§ WORK TASK
Throughout the material, count the lines with the word "stream" in them, and answer with only the figure.
Content starts
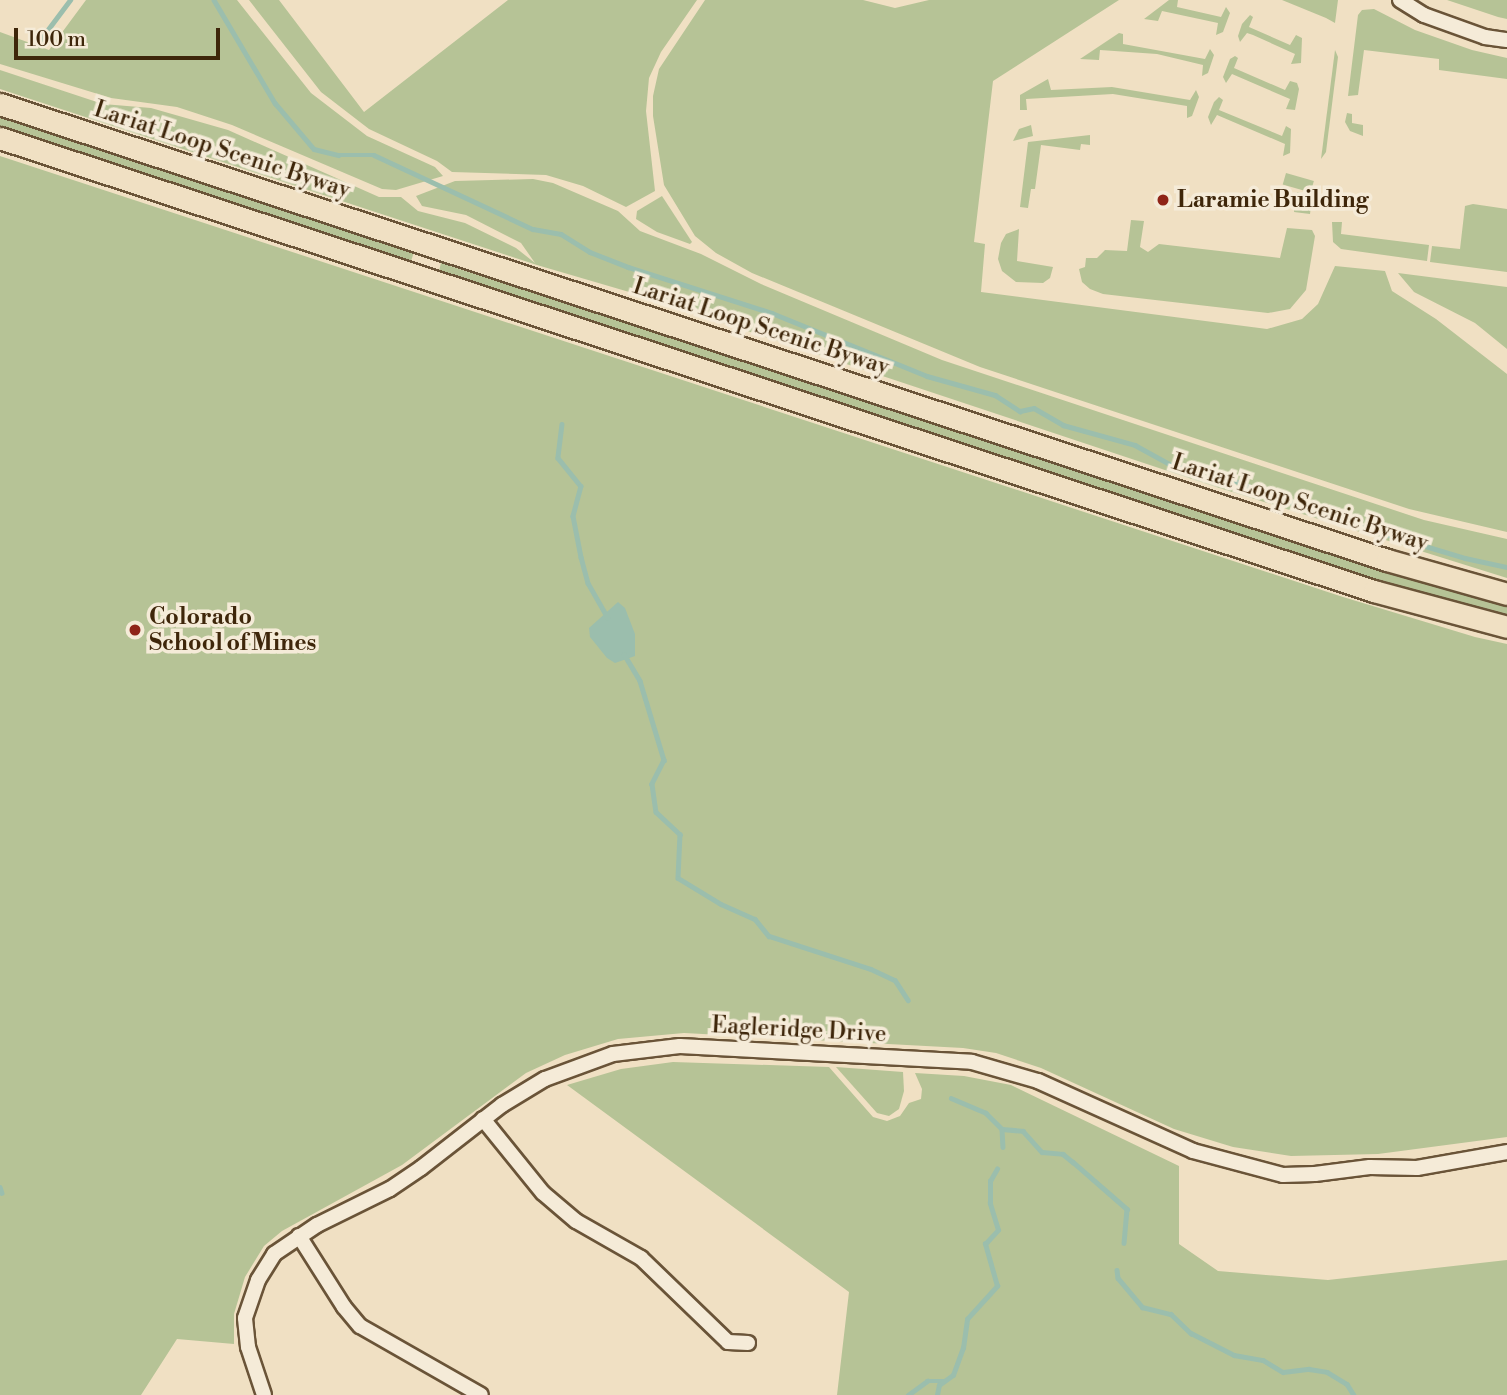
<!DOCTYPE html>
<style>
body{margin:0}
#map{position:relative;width:1507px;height:1395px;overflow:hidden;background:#f0e0c3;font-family:"Libre Bodoni",serif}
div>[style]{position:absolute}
.green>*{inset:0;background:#b6c396;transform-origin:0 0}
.water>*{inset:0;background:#9bbead}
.stream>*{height:4.5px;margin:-2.25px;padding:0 2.25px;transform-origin:2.25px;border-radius:2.25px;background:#9bbead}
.roads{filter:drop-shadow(2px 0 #6a5438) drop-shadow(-2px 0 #6a5438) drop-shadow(0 2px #6a5438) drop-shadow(0 -2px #6a5438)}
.minor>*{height:14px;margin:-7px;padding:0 7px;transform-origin:7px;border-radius:7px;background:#f5ebd8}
.highway>*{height:21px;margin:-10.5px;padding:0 10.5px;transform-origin:10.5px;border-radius:10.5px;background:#f0e0c3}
.dots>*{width:19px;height:19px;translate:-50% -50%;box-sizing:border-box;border:4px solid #f5ebd8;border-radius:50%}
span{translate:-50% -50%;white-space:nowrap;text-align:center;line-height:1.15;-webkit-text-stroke:7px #f5ebd8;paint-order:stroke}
.street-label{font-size:23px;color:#3e260a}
.poi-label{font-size:23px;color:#3e260a;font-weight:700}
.left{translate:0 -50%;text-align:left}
.scale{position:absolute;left:14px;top:28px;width:206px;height:32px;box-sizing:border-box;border:4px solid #3e260a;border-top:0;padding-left:9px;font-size:21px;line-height:24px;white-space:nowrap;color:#3e260a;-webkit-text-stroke:5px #f5ebd8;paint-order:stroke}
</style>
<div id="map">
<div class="green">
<i style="clip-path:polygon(86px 0,237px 0,311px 93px,367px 136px,435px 167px,443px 176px,396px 190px,382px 189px,232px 125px,177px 107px,111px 98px,0 64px,0 32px,49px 50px)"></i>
<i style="clip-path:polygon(249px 0,279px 0,364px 112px,508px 0,697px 0,661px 52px,649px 78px,646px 111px,655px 191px,626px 207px,583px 186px,546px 175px,452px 172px,437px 161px,369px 129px,321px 92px)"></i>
<i style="clip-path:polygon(705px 0,863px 0,895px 8px,929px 0,1119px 0,993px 81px,974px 242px,985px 244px,981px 292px,1267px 329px,1302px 319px,1318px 304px,1335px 266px,1385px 271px,1392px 291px,1436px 319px,1507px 374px,1507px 532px,1409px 509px,980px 367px,752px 273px,716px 253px,695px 236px,664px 185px,653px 116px,653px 96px,659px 69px)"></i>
<i style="clip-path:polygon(1169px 0,1178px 0,1177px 7px,1221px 17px,1226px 7px,1230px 13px,1223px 32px,1216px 35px,1218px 23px,1162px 11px,1158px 21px,1144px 19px)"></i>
<i style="clip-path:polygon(1282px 0,1338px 0,1335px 23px,1326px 18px)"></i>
<i style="clip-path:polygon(1447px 0,1507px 0,1507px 19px,1498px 17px)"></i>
<i style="clip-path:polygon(1374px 9px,1415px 30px,1472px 50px,1507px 58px,1507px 79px,1439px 70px,1439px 59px,1364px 50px,1358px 95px,1348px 96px,1358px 15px,1362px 10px)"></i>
<i style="clip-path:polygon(1250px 15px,1253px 17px,1249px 27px,1290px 45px,1296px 35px,1302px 38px,1301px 63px,1291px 64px,1295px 54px,1253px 35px,1247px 33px,1240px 42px,1238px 36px,1242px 24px)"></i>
<i style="clip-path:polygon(1119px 33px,1123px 34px,1123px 44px,1205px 59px,1210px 49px,1214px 55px,1208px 73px,1202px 76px,1203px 65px,1157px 54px,1100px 50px,1099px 60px,1080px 59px)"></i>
<i style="clip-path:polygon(1335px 50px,1338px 57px,1326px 152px,1321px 159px)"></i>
<i style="clip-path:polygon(1235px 56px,1238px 58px,1234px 68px,1285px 90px,1290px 81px,1297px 83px,1299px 89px,1295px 110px,1286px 109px,1290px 99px,1232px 74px,1226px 83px,1223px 77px,1230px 59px)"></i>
<i style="clip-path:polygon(0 70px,103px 104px,151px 108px,228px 130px,379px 197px,401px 197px,418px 211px,465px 223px,516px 248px,535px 263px,521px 243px,466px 215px,422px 206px,416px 196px,455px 181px,533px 179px,553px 183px,618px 211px,640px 231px,701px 254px,761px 284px,942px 360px,1424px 520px,1507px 539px,1507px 578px,1213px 486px,636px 294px,537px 265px,0 89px)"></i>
<i style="clip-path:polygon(1048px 79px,1051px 90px,1112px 87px,1190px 100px,1196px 90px,1199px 97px,1192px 116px,1187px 118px,1187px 106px,1113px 94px,1026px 99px,1027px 110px,1020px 110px,1020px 95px)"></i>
<i style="clip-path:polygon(1219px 97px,1223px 100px,1219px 110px,1282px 136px,1286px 126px,1291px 129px,1290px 153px,1283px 156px,1285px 144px,1217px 115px,1211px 125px,1208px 117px,1214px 102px)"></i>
<i style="left:0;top:112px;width:437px;height:19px;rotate:18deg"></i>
<i style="clip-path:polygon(1347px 113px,1352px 114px,1352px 123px,1363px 125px,1363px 136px,1350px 131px,1345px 122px)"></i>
<i style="clip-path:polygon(1031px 125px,1033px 136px,1013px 141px,1019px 129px)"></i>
<i style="clip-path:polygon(1090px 135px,1090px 145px,1081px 144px,1080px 150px,1041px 145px,1035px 189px,1031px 189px,1028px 208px,1020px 207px,1028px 142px)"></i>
<i style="clip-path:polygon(0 156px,1343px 597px,1475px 637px,1507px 644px,1507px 1137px,1378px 1154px,1291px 1156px,1233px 1147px,1174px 1129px,1041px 1068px,996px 1053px,963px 1048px,684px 1033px,618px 1039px,565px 1055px,526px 1073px,402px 1165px,282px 1231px,264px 1246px,245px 1277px,234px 1314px,234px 1344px,177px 1339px,141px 1395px,0 1395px)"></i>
<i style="left:1286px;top:173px;width:29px;height:12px;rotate:16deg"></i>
<i style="clip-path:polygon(1297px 192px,1312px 197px,1310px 214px,1294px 212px)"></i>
<i style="clip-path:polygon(662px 196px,692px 242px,690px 244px,657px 232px,636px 219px,637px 211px)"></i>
<i style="clip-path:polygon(1473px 204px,1507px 209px,1507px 272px,1430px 262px,1432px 246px,1460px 249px,1465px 206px)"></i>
<i style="clip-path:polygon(1131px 220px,1144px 221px,1140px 247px,1148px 252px,1159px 244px,1280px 258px,1287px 228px,1312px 230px,1315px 236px,1306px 290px,1290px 309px,1268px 313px,1103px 294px,1090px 289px,1082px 282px,1079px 269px,1085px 267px,1086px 258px,1097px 258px,1105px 250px,1127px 251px)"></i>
<i style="clip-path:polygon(1332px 222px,1342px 222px,1341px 234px,1429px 245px,1427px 261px,1341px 249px,1333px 242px)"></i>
<i style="clip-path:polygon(1019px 229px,1017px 261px,1053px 267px,1050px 278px,1043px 283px,1016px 282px,1002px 271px,998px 259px,1001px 243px,1006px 234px)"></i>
<i style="clip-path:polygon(441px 263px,598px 314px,655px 328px,1507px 601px,1507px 620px,1430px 599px,438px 275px)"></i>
<i style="clip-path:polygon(1398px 273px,1507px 287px,1507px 349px,1475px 323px,1414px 292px)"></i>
<i style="clip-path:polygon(673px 1062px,829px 1067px,873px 1117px,887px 1121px,900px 1116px,909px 1103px,921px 1099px,922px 1089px,915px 1073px,964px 1076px,1011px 1085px,1179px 1166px,1179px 1244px,1218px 1271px,1328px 1280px,1507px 1260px,1507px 1395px,837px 1395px,849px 1292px,567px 1085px,621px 1069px)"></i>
<i style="clip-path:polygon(836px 1067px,903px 1072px,904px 1091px,899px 1109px,889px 1116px,877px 1113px)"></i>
</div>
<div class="water">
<i style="clip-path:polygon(618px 602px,625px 608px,635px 634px,635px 656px,615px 663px,607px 658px,590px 637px,589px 628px)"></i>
</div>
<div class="stream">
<i style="left:214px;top:0;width:120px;rotate:59.4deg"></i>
<i style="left:275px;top:103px;width:60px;rotate:49.7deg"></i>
<i style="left:314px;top:149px;width:25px;rotate:14deg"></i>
<i style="left:338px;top:155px;width:36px"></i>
<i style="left:374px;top:155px;width:175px;rotate:25deg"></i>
<i style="left:533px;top:229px;width:28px;rotate:10deg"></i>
<i style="left:561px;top:234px;width:34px;rotate:32deg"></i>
<i style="left:590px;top:252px;width:41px;rotate:21.5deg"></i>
<i style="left:628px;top:267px;width:151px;rotate:17.7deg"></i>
<i style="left:772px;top:313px;width:167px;rotate:22.1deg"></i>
<i style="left:927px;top:376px;width:71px;rotate:15.6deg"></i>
<i style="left:995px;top:395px;width:30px;rotate:33deg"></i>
<i style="left:1020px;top:411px;width:14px;rotate:-12deg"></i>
<i style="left:1034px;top:408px;width:34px;rotate:30deg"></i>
<i style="left:1063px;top:425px;width:75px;rotate:15.5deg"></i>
<i style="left:1135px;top:445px;width:46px;rotate:28.8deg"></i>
<i style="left:1175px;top:467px;width:26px;rotate:2deg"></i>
<i style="left:1201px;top:468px;width:140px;rotate:20.9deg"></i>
<i style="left:1332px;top:518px;width:139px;rotate:16.7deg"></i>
<i style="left:1465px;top:558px;width:43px;rotate:12.1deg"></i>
<i style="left:37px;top:44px;width:55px;rotate:-53.1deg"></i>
<i style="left:562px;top:424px;width:34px;rotate:97deg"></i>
<i style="left:558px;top:458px;width:36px;rotate:51deg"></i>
<i style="left:581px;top:486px;width:31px;rotate:105deg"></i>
<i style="left:573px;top:516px;width:42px;rotate:79deg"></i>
<i style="left:581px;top:557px;width:27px;rotate:75deg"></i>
<i style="left:588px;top:583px;width:40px;rotate:60.3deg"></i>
<i style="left:624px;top:654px;width:31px;rotate:59deg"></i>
<i style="left:640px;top:681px;width:83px;rotate:73.1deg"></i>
<i style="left:664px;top:760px;width:27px;rotate:117deg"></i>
<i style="left:652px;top:784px;width:28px;rotate:82deg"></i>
<i style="left:656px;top:812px;width:33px;rotate:43deg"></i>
<i style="left:680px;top:834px;width:44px;rotate:92.6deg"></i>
<i style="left:678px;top:878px;width:50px;rotate:31.2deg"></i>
<i style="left:721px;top:904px;width:37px;rotate:24deg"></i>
<i style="left:755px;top:919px;width:22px;rotate:51deg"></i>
<i style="left:769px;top:936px;width:107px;rotate:17.9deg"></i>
<i style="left:871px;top:969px;width:26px;rotate:25deg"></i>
<i style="left:895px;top:980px;width:24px;rotate:57deg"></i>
<i style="left:951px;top:1098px;width:38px;rotate:23deg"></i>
<i style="left:986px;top:1113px;width:23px;rotate:45deg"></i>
<i style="left:1002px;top:1129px;width:21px;rotate:5deg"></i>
<i style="left:1023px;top:1131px;width:28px;rotate:48deg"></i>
<i style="left:1042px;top:1152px;width:21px;rotate:5deg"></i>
<i style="left:1063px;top:1154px;width:13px;rotate:39deg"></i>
<i style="left:1073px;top:1162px;width:72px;rotate:41deg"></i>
<i style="left:1127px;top:1209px;width:34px;rotate:95deg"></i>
<i style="left:1002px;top:1129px;width:18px;rotate:87deg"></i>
<i style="left:0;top:1187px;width:6px;rotate:72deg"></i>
<i style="left:1117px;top:1270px;width:8px;rotate:83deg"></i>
<i style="left:1118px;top:1278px;width:38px;rotate:50deg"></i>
<i style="left:1142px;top:1307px;width:30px;rotate:14deg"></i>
<i style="left:1171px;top:1314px;width:28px;rotate:44deg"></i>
<i style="left:1191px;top:1333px;width:48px;rotate:27.1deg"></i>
<i style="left:1234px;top:1355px;width:29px;rotate:10deg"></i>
<i style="left:1263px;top:1360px;width:23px;rotate:31deg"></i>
<i style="left:1283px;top:1372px;width:26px;rotate:-7deg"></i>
<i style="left:1309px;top:1369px;width:18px;rotate:9deg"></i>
<i style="left:1327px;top:1372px;width:23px;rotate:31deg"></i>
<i style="left:1347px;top:1384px;width:13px;rotate:58deg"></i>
<i style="left:908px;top:1395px;width:24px;rotate:-36deg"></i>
<i style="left:927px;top:1381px;width:17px"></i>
<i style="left:937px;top:1395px;width:10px;rotate:-79deg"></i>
<i style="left:939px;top:1385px;width:17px;rotate:-36deg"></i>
<i style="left:953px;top:1375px;width:29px;rotate:-70deg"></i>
<i style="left:963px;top:1348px;width:29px;rotate:-82deg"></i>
<i style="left:967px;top:1319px;width:45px;rotate:-47.7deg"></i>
<i style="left:997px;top:1286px;width:44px;rotate:-105.9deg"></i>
<i style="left:985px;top:1244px;width:19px;rotate:-47deg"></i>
<i style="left:998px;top:1230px;width:28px;rotate:-107deg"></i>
<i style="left:990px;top:1203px;width:22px;rotate:-90deg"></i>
<i style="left:990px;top:1181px;width:14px;rotate:-60deg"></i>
</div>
<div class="roads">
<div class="minor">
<i style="left:1400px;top:0;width:28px;rotate:32deg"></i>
<i style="left:1424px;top:15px;width:65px;rotate:19.8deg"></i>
<i style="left:1485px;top:37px;width:22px;rotate:8deg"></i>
<i style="left:483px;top:1119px;width:95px;rotate:51deg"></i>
<i style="left:543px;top:1193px;width:43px;rotate:40.3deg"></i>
<i style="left:576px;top:1221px;width:75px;rotate:29.6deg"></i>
<i style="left:641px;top:1258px;width:121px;rotate:44deg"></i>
<i style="left:728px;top:1342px;width:20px;rotate:3deg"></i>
<i style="left:299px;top:1236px;width:84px;rotate:57.6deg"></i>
<i style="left:344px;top:1307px;width:25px;rotate:50deg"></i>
<i style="left:360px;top:1326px;width:139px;rotate:29.7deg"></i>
<i style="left:264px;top:1395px;width:51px;rotate:-108.4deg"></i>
<i style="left:248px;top:1347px;width:29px;rotate:-96deg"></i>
<i style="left:245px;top:1318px;width:40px;rotate:-71.1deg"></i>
<i style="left:258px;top:1280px;width:31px;rotate:-58deg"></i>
<i style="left:274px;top:1254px;width:52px;rotate:-34deg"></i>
<i style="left:317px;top:1225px;width:81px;rotate:-26.3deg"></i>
<i style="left:390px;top:1189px;width:37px;rotate:-34deg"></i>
<i style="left:421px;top:1168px;width:103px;rotate:-37.9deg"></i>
<i style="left:502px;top:1105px;width:50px;rotate:-31.2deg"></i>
<i style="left:545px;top:1079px;width:72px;rotate:-20.2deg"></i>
<i style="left:613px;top:1054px;width:67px;rotate:-6.8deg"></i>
<i style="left:680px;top:1046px;width:292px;rotate:3.1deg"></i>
<i style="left:972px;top:1062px;width:69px;rotate:16.1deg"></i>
<i style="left:1038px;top:1081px;width:170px;rotate:24.3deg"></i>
<i style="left:1193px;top:1151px;width:93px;rotate:14.9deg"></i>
<i style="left:1283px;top:1175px;width:32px;rotate:-2deg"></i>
<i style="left:1315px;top:1174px;width:55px;rotate:-7.3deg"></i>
<i style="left:1370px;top:1167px;width:47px;rotate:1.2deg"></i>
<i style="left:1417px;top:1168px;width:91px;rotate:-10.1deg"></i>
</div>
<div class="highway">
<i style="left:0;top:104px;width:1460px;rotate:18.2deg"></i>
<i style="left:1387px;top:560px;width:125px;rotate:15.8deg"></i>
<i style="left:0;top:138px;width:1447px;rotate:18.25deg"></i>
<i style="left:1374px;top:591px;width:138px;rotate:15.1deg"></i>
</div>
</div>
<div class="dots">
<i style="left:1163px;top:200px;background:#8f2418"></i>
<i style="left:135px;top:630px;background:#8f2418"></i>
</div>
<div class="street-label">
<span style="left:222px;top:150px;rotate:18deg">Lariat Loop Scenic Byway</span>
<span style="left:761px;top:327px;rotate:18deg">Lariat Loop Scenic Byway</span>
<span style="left:1300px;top:503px;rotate:18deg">Lariat Loop Scenic Byway</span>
<span style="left:799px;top:1030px;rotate:3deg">Eagleridge Drive</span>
</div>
<div class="poi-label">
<span class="left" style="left:1177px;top:200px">Laramie Building</span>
<span class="left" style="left:149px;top:630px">Colorado<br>School of Mines</span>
</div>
<div class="scale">100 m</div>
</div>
Content ends
§ RESPONSE FOR THIS EXERCISE
2